WoCoCo: Learning Whole-Body Humanoid Control with Sequential Contacts
Chong Zhang, Wenli Xiao, Tairan He, Guanya Shi
TL;DR
WoCoCo introduces a unified RL framework that learns whole‑body humanoid control under sequential contact plans by decomposing tasks into contact stages and employing a compact, task‑agnostic reward design (dense contact, stage progression, and curiosity). A sim‑to‑real curriculum with domain randomization and regularization enables end‑to‑end policies to transfer from simulation to real humanoids, demonstrated on four dynamic tasks and a 22‑DoF dinosaur loco‑manipulation. The approach reduces task‑specific tuning and avoids heavy motion priors, while maintaining robustness to perturbations and unseen environments. Collectively, WoCoCo showcases broad applicability of sequential‑contact RL for versatile, real‑world locomotion and manipulation across embodiments.
Abstract
Humanoid activities involving sequential contacts are crucial for complex robotic interactions and operations in the real world and are traditionally solved by model-based motion planning, which is time-consuming and often relies on simplified dynamics models. Although model-free reinforcement learning (RL) has become a powerful tool for versatile and robust whole-body humanoid control, it still requires tedious task-specific tuning and state machine design and suffers from long-horizon exploration issues in tasks involving contact sequences. In this work, we propose WoCoCo (Whole-Body Control with Sequential Contacts), a unified framework to learn whole-body humanoid control with sequential contacts by naturally decomposing the tasks into separate contact stages. Such decomposition facilitates simple and general policy learning pipelines through task-agnostic reward and sim-to-real designs, requiring only one or two task-related terms to be specified for each task.
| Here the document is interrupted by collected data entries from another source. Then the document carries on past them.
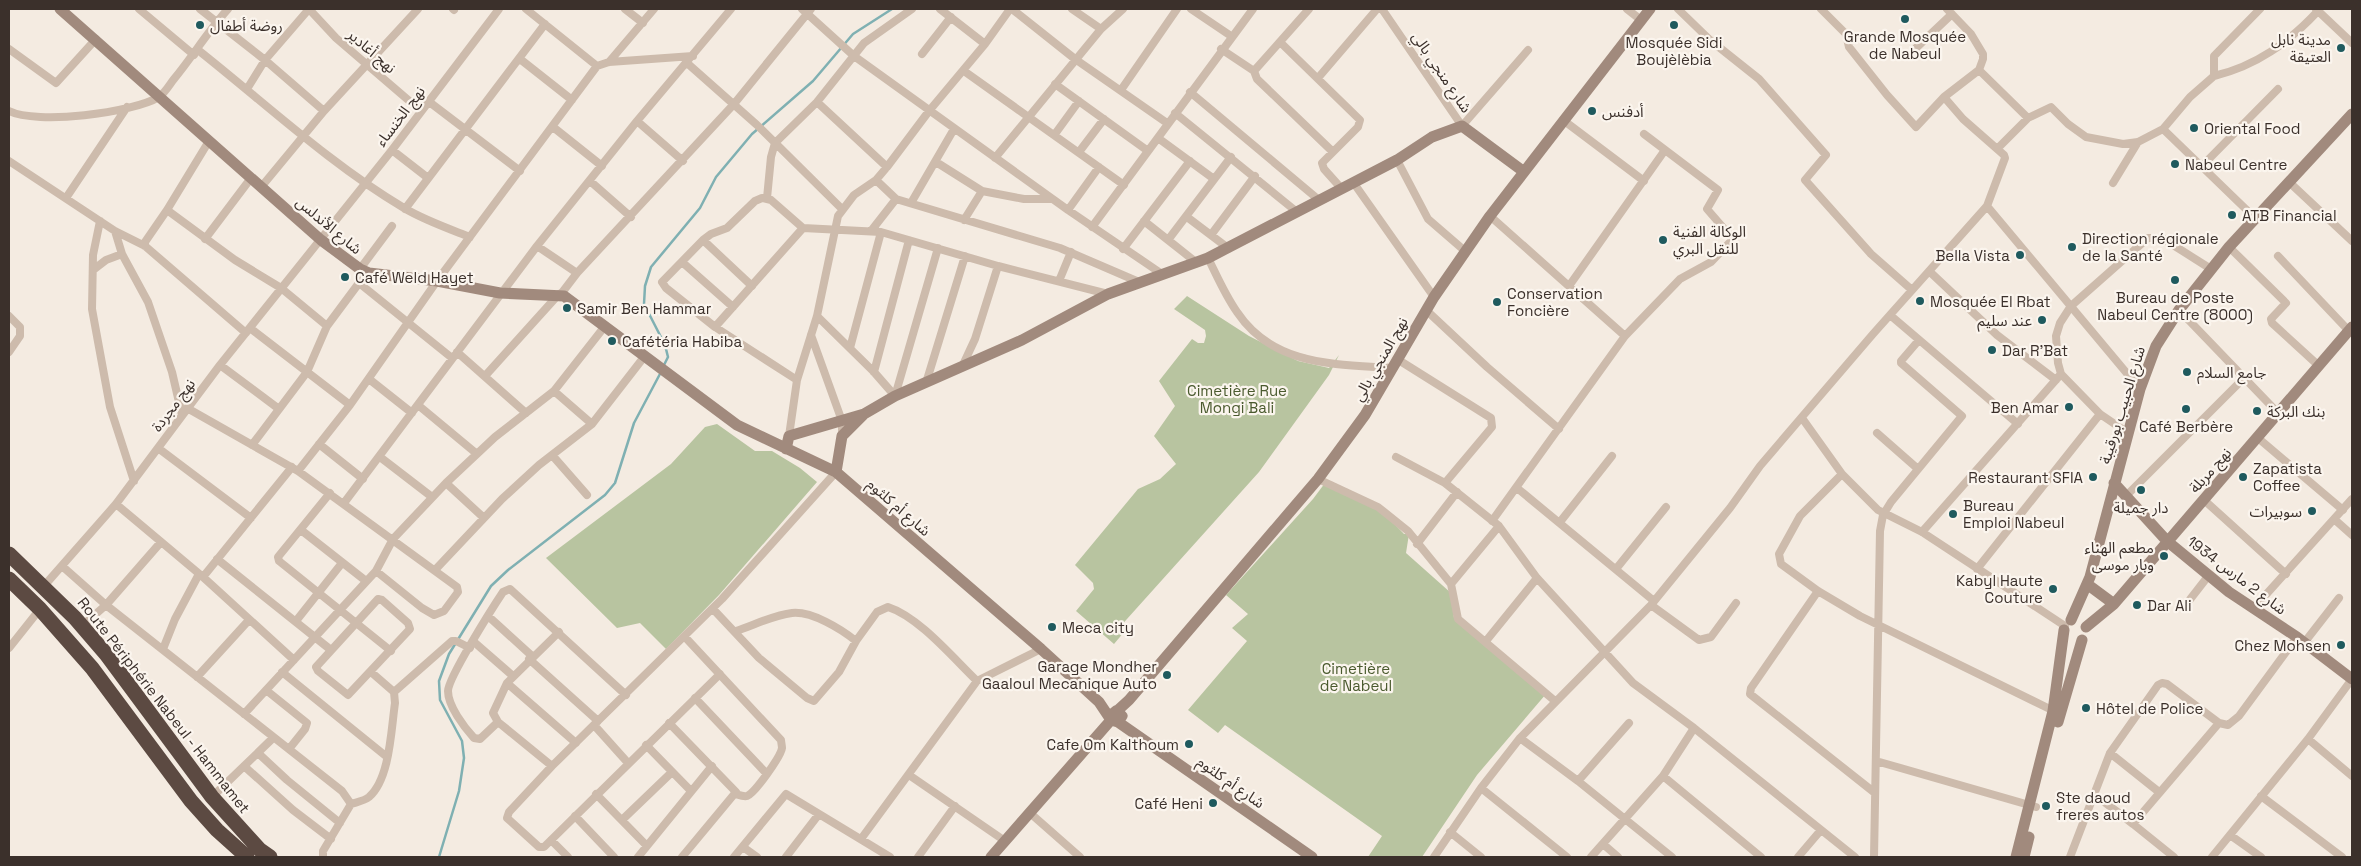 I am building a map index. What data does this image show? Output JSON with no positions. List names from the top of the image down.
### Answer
{
  "streets": {
    "highway": ["Route Périphérie Nabeul - Hammamet"],
    "street": [
      "نهج أغادير",
      "شارع منجي بالي",
      "نهج الخنساء",
      "شارع الأندلس",
      "نهج المنجي بالي",
      "نهج مجردة",
      "شارع الحبيب بورقيبة",
      "نهج مربلة",
      "شارع أم كلثوم",
      "شارع 2 مارس 1934"
    ]
  },
  "crossings": [
    ["نهج أغادير", "نهج الخنساء"],
    ["نهج الخنساء", "شارع الأندلس"],
    ["نهج الخنساء", "نهج مجردة"],
    ["شارع الأندلس", "نهج مجردة"],
    ["نهج المنجي بالي", "شارع أم كلثوم"],
    ["نهج مجردة", "Route Périphérie Nabeul - Hammamet"],
    ["شارع الحبيب بورقيبة", "نهج مربلة"],
    ["شارع الحبيب بورقيبة", "شارع 2 مارس 1934"],
    ["نهج مربلة", "شارع 2 مارس 1934"]
  ],
  "parks": ["Cimetière Rue Mongi Bali", "Cimetière de Nabeul"],
  "places": [
    "Grande Mosquée de Nabeul",
    "روضة أطفال",
    "Mosquée Sidi Boujèlèbia",
    "مدينة نابل العتيقة",
    "أدفنس",
    "Oriental Food",
    "Nabeul Centre",
    "ATB Financial",
    "الوكالة الفنية للنقل البري",
    "Direction régionale de la Santé",
    "Bella Vista",
    "Café Weld Hayet",
    "Bureau de Poste Nabeul Centre (8000)",
    "Mosquée El Rbat",
    "Conservation Foncière",
    "Samir Ben Hammar",
    "عند سليم",
    "Cafétéria Habiba",
    "Dar R'Bat",
    "جامع السلام",
    "Ben Amar",
    "Café Berbère",
    "بنك البركة",
    "Restaurant SFIA",
    "Zapatista Coffee",
    "دار جميلة",
    "سوبيرات",
    "Bureau Emploi Nabeul",
    "مطعم الهناء وبار موسى",
    "Kabyl Haute Couture",
    "Dar Ali",
    "Meca city",
    "Chez Mohsen",
    "Garage Mondher Gaaloul Mecanique Auto",
    "Hôtel de Police",
    "Cafe Om Kalthoum",
    "Café Heni",
    "Ste daoud freres autos"
  ]
}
We demonstrated that end-to-end RL-based controllers trained with WoCoCo enable four challenging whole-body humanoid tasks involving diverse contact sequences in the real world without any motion priors: 1) versatile parkour jumping, 2) box loco-manipulation, 3) dynamic clap-and-tap dancing, and 4) cliffside climbing. We further show that WoCoCo is a general framework beyond humanoid by applying it in 22-DoF dinosaur robot loco-manipulation tasks.